Records contained in a dataset:
···

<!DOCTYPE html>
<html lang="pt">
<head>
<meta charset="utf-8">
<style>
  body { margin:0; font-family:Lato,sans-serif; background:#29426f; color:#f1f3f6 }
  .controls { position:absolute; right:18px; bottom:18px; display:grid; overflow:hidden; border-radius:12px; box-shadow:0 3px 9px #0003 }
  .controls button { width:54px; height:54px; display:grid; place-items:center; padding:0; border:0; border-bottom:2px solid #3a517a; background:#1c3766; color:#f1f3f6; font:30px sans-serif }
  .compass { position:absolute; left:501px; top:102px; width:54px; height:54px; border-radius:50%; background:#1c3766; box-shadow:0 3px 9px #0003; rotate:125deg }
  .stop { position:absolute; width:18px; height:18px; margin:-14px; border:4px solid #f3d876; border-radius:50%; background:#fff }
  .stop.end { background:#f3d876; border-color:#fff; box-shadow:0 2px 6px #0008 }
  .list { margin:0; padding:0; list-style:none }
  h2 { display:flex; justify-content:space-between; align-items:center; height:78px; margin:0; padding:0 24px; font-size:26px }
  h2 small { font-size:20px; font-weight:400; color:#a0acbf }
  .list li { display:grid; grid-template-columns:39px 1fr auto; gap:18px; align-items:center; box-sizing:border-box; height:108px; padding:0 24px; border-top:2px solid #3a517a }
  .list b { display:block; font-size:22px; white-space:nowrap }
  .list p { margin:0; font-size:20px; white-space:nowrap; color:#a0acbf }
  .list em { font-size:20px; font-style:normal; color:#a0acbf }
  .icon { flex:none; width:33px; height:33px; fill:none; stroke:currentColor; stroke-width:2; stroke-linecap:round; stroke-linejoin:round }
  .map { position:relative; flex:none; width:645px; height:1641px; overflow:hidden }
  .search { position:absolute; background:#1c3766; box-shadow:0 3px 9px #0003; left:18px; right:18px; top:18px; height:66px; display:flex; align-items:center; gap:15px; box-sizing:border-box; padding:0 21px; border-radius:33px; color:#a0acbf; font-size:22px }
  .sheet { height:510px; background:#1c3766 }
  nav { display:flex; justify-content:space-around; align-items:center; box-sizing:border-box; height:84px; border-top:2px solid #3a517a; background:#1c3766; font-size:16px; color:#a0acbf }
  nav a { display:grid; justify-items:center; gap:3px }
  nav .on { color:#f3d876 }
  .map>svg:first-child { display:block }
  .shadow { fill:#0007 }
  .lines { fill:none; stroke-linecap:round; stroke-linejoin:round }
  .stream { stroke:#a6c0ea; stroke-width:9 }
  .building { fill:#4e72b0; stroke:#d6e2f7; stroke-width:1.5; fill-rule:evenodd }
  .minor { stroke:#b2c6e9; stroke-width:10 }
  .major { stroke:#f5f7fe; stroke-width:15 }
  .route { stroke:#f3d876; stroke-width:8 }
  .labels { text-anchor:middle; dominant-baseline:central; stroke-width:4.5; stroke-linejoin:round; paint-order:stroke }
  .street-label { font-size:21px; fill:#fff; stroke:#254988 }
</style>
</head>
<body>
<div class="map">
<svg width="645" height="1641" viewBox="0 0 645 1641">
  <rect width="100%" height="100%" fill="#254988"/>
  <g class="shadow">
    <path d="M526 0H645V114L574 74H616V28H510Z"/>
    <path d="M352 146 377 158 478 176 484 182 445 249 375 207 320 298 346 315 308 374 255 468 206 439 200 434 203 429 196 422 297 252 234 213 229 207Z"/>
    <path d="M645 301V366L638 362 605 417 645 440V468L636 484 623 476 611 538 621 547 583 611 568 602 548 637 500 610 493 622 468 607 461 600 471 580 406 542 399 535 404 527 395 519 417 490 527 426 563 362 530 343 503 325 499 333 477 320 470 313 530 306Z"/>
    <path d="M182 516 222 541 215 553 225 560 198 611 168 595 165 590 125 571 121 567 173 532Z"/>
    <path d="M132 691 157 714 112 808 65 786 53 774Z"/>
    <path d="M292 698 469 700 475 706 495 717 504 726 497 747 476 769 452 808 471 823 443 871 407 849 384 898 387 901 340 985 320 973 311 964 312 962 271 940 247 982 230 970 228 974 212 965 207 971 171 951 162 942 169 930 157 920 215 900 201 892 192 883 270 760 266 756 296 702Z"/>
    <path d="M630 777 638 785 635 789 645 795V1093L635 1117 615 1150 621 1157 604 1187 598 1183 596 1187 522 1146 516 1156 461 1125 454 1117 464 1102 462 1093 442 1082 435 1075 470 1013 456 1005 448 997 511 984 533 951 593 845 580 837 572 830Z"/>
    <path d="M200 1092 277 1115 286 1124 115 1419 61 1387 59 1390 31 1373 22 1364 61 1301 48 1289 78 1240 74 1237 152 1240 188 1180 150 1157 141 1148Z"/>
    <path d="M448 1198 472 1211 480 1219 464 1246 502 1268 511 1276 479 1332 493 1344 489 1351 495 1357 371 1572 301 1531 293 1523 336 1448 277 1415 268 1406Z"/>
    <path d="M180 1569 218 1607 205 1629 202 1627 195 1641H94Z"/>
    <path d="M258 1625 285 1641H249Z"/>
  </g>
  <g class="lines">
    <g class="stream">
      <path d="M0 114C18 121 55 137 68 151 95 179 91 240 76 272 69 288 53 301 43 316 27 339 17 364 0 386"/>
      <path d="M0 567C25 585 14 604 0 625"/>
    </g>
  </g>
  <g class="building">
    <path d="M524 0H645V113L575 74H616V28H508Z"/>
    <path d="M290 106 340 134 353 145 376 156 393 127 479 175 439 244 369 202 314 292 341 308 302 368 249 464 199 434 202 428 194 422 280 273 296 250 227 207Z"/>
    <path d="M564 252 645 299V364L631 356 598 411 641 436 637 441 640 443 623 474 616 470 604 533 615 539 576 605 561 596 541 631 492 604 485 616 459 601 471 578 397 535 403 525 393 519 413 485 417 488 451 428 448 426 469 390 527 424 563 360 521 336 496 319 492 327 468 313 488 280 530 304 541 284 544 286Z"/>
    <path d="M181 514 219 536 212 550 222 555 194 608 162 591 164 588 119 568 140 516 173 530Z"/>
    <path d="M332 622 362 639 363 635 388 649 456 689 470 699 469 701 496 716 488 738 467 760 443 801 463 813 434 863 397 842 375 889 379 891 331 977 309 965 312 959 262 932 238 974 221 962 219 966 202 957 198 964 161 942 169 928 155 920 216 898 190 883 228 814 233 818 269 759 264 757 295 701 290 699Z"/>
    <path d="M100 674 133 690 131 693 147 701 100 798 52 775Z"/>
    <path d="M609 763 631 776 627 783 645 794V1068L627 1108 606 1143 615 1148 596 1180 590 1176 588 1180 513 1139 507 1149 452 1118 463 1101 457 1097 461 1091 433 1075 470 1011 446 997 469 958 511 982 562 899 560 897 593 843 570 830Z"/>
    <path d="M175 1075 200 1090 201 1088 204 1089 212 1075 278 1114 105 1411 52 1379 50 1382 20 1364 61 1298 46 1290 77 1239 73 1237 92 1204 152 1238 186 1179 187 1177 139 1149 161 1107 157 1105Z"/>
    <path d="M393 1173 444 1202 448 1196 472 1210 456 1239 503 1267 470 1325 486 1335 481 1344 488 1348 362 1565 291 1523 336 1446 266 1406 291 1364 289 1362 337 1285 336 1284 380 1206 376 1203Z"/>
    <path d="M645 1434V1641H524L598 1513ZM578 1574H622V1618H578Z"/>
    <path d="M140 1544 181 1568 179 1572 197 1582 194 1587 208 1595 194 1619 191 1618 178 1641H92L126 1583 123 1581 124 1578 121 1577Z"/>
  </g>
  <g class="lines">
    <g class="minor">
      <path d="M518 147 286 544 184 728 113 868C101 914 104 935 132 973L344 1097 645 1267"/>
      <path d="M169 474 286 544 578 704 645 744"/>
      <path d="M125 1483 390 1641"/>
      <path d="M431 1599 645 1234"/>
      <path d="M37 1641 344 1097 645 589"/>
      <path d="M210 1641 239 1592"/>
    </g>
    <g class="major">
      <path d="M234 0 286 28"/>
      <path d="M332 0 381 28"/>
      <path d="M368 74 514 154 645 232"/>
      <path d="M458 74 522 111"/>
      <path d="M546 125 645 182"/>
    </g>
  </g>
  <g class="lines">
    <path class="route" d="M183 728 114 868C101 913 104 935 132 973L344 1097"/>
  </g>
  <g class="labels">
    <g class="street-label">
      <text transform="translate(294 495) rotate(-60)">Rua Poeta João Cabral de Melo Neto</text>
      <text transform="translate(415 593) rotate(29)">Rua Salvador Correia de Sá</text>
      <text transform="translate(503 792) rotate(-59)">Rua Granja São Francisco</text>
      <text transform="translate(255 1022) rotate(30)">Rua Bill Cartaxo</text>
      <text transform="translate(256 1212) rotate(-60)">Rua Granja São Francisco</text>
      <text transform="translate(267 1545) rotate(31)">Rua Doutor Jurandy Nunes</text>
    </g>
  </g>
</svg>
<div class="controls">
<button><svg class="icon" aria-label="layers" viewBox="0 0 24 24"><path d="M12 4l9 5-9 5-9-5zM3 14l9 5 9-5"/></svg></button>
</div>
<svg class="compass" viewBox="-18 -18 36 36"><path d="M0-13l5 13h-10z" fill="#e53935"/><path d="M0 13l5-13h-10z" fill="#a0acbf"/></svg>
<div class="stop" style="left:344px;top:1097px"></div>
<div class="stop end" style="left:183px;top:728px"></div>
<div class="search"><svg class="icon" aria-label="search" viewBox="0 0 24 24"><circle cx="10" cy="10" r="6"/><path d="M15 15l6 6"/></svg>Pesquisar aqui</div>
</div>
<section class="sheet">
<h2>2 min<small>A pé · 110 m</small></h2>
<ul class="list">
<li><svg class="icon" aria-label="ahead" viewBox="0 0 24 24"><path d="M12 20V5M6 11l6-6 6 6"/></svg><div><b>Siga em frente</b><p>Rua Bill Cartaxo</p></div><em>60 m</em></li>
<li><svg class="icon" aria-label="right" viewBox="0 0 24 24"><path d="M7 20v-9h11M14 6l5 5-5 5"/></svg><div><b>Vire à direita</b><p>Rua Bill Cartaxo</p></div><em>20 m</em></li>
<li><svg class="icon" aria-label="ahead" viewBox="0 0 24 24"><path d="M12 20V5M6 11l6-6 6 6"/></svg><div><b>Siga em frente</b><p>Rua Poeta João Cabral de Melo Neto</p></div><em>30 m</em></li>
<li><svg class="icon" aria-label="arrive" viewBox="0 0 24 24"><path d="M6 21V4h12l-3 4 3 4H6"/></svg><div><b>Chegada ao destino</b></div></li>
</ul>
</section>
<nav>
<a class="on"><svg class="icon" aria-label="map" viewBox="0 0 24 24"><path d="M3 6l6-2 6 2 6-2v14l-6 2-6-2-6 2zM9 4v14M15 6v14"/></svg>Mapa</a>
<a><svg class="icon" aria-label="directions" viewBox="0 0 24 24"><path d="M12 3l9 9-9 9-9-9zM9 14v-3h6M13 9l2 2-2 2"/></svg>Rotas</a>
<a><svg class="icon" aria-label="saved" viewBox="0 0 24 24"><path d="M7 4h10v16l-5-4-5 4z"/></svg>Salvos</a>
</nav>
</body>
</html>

···

_WHAT THE TASK REQUIRES:_ From the records above, retype only the lines starting at the line that contains "Bill Cartaxo</p></div><em>60 m</em></li>" and ending at the line that contains "3l9 9-9 9-9-9zM9", both included.

_TASK RESULT:_
<li><svg class="icon" aria-label="ahead" viewBox="0 0 24 24"><path d="M12 20V5M6 11l6-6 6 6"/></svg><div><b>Siga em frente</b><p>Rua Bill Cartaxo</p></div><em>60 m</em></li>
<li><svg class="icon" aria-label="right" viewBox="0 0 24 24"><path d="M7 20v-9h11M14 6l5 5-5 5"/></svg><div><b>Vire à direita</b><p>Rua Bill Cartaxo</p></div><em>20 m</em></li>
<li><svg class="icon" aria-label="ahead" viewBox="0 0 24 24"><path d="M12 20V5M6 11l6-6 6 6"/></svg><div><b>Siga em frente</b><p>Rua Poeta João Cabral de Melo Neto</p></div><em>30 m</em></li>
<li><svg class="icon" aria-label="arrive" viewBox="0 0 24 24"><path d="M6 21V4h12l-3 4 3 4H6"/></svg><div><b>Chegada ao destino</b></div></li>
</ul>
</section>
<nav>
<a class="on"><svg class="icon" aria-label="map" viewBox="0 0 24 24"><path d="M3 6l6-2 6 2 6-2v14l-6 2-6-2-6 2zM9 4v14M15 6v14"/></svg>Mapa</a>
<a><svg class="icon" aria-label="directions" viewBox="0 0 24 24"><path d="M12 3l9 9-9 9-9-9zM9 14v-3h6M13 9l2 2-2 2"/></svg>Rotas</a>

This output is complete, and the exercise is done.